PROVIDED DATA —
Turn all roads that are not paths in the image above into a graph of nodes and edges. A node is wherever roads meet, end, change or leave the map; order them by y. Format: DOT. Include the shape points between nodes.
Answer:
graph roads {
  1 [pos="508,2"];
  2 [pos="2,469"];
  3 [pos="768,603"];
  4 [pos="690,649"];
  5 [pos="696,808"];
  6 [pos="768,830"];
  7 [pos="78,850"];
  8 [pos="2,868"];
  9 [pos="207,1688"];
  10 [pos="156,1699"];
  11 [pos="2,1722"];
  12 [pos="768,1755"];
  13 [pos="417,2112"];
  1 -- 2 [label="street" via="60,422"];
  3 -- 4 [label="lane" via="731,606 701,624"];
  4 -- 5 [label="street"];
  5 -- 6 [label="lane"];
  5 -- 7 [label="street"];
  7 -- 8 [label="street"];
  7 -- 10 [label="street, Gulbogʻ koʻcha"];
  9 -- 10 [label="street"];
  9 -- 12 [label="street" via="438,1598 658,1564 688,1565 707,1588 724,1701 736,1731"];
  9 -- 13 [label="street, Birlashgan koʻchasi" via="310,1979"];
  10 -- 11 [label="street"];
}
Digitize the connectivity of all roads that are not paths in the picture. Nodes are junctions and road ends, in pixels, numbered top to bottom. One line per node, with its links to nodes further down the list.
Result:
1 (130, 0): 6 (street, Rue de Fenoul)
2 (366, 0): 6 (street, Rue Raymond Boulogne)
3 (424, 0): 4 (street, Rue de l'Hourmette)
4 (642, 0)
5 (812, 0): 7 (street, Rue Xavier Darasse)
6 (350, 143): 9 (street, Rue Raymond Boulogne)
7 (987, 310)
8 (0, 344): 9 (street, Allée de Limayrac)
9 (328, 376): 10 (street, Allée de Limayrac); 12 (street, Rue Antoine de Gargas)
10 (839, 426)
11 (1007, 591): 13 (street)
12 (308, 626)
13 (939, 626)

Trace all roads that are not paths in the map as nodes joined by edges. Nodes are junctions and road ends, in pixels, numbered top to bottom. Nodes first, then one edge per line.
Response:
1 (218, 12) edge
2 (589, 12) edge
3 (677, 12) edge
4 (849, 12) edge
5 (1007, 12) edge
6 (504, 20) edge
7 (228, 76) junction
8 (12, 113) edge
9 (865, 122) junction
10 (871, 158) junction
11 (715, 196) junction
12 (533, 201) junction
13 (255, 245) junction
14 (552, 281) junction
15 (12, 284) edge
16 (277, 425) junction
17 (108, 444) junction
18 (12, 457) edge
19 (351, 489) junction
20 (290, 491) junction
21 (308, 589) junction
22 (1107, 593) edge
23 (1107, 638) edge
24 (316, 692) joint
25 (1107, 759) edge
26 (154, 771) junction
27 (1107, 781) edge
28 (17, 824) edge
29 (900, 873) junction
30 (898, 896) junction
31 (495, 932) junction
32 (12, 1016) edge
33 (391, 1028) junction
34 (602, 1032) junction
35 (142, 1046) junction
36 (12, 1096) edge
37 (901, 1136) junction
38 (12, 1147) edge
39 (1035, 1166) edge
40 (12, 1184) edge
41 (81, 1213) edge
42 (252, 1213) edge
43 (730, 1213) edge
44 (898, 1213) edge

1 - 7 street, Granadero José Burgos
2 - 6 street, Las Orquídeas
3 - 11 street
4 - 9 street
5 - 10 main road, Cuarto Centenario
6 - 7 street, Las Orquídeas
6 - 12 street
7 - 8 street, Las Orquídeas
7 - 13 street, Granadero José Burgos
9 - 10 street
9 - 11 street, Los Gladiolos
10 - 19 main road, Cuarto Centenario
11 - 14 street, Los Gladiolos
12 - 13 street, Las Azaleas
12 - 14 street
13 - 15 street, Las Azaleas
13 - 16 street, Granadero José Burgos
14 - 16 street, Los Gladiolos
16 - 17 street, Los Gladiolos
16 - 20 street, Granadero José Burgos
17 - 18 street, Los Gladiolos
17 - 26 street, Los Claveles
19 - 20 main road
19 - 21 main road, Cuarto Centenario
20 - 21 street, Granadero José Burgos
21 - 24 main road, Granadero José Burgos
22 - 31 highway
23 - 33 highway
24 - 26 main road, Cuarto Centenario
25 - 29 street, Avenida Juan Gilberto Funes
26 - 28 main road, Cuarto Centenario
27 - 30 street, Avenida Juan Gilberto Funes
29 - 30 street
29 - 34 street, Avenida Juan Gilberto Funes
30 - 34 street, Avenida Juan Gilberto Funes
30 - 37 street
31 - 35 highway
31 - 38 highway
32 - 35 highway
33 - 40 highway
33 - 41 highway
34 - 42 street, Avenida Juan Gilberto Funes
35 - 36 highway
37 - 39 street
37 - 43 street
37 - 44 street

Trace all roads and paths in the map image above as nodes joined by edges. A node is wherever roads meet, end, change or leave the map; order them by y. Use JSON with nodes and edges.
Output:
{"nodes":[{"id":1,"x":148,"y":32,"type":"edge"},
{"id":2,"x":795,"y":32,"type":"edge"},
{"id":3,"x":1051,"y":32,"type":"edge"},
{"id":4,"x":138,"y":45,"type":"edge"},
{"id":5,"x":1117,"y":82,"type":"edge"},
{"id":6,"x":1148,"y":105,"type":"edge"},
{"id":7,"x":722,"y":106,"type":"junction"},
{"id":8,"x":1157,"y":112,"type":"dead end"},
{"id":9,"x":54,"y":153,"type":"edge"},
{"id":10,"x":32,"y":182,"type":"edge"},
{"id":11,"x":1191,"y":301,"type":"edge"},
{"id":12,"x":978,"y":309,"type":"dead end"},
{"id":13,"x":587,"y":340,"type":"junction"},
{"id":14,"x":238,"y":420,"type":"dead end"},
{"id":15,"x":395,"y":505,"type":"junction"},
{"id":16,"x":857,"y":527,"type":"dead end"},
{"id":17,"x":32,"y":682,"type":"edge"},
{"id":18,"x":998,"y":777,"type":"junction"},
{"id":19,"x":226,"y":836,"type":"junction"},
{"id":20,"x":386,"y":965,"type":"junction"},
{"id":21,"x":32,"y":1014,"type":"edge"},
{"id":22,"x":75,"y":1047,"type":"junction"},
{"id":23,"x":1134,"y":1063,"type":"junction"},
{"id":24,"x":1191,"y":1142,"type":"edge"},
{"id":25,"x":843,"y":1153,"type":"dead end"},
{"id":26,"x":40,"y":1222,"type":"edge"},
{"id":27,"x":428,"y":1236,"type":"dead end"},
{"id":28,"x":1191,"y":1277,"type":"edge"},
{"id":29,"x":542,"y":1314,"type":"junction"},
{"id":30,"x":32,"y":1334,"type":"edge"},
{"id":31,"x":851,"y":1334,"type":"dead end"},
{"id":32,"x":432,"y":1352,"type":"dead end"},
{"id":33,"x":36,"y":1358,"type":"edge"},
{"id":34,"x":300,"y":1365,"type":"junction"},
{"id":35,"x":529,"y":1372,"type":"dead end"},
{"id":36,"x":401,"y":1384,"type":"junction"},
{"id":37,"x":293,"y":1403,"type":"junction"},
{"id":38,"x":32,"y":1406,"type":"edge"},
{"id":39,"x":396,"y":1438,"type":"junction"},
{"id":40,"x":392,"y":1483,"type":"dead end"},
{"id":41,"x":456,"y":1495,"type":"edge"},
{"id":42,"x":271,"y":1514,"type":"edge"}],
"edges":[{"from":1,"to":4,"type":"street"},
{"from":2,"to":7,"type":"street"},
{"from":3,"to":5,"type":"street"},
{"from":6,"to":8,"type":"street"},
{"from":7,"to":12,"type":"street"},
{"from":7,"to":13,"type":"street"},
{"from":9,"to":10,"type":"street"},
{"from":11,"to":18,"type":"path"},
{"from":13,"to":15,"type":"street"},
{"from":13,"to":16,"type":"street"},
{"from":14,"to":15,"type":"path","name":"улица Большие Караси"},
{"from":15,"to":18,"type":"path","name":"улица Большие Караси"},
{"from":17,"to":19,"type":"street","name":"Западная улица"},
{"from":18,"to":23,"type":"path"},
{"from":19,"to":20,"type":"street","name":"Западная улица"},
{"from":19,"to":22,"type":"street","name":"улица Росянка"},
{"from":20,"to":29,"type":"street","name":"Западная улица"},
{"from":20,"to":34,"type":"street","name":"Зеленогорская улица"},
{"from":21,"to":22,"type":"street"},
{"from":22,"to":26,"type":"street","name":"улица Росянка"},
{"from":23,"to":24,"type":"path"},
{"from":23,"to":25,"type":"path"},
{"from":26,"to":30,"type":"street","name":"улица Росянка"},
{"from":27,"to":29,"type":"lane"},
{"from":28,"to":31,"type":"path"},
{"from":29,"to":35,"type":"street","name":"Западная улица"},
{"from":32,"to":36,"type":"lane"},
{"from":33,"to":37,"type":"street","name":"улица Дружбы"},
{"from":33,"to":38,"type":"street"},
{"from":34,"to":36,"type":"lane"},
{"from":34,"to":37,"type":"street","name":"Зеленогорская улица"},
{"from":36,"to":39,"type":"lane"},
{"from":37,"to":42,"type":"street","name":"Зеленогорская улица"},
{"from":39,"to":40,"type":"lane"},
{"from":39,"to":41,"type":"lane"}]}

TASK TO CARRY OUT —
In the records above, find each line that holds the word "Avenida"; copy all such lines.

SOLUTION TO THIS EXERCISE —
25 - 29 street, Avenida Juan Gilberto Funes
27 - 30 street, Avenida Juan Gilberto Funes
29 - 34 street, Avenida Juan Gilberto Funes
30 - 34 street, Avenida Juan Gilberto Funes
34 - 42 street, Avenida Juan Gilberto Funes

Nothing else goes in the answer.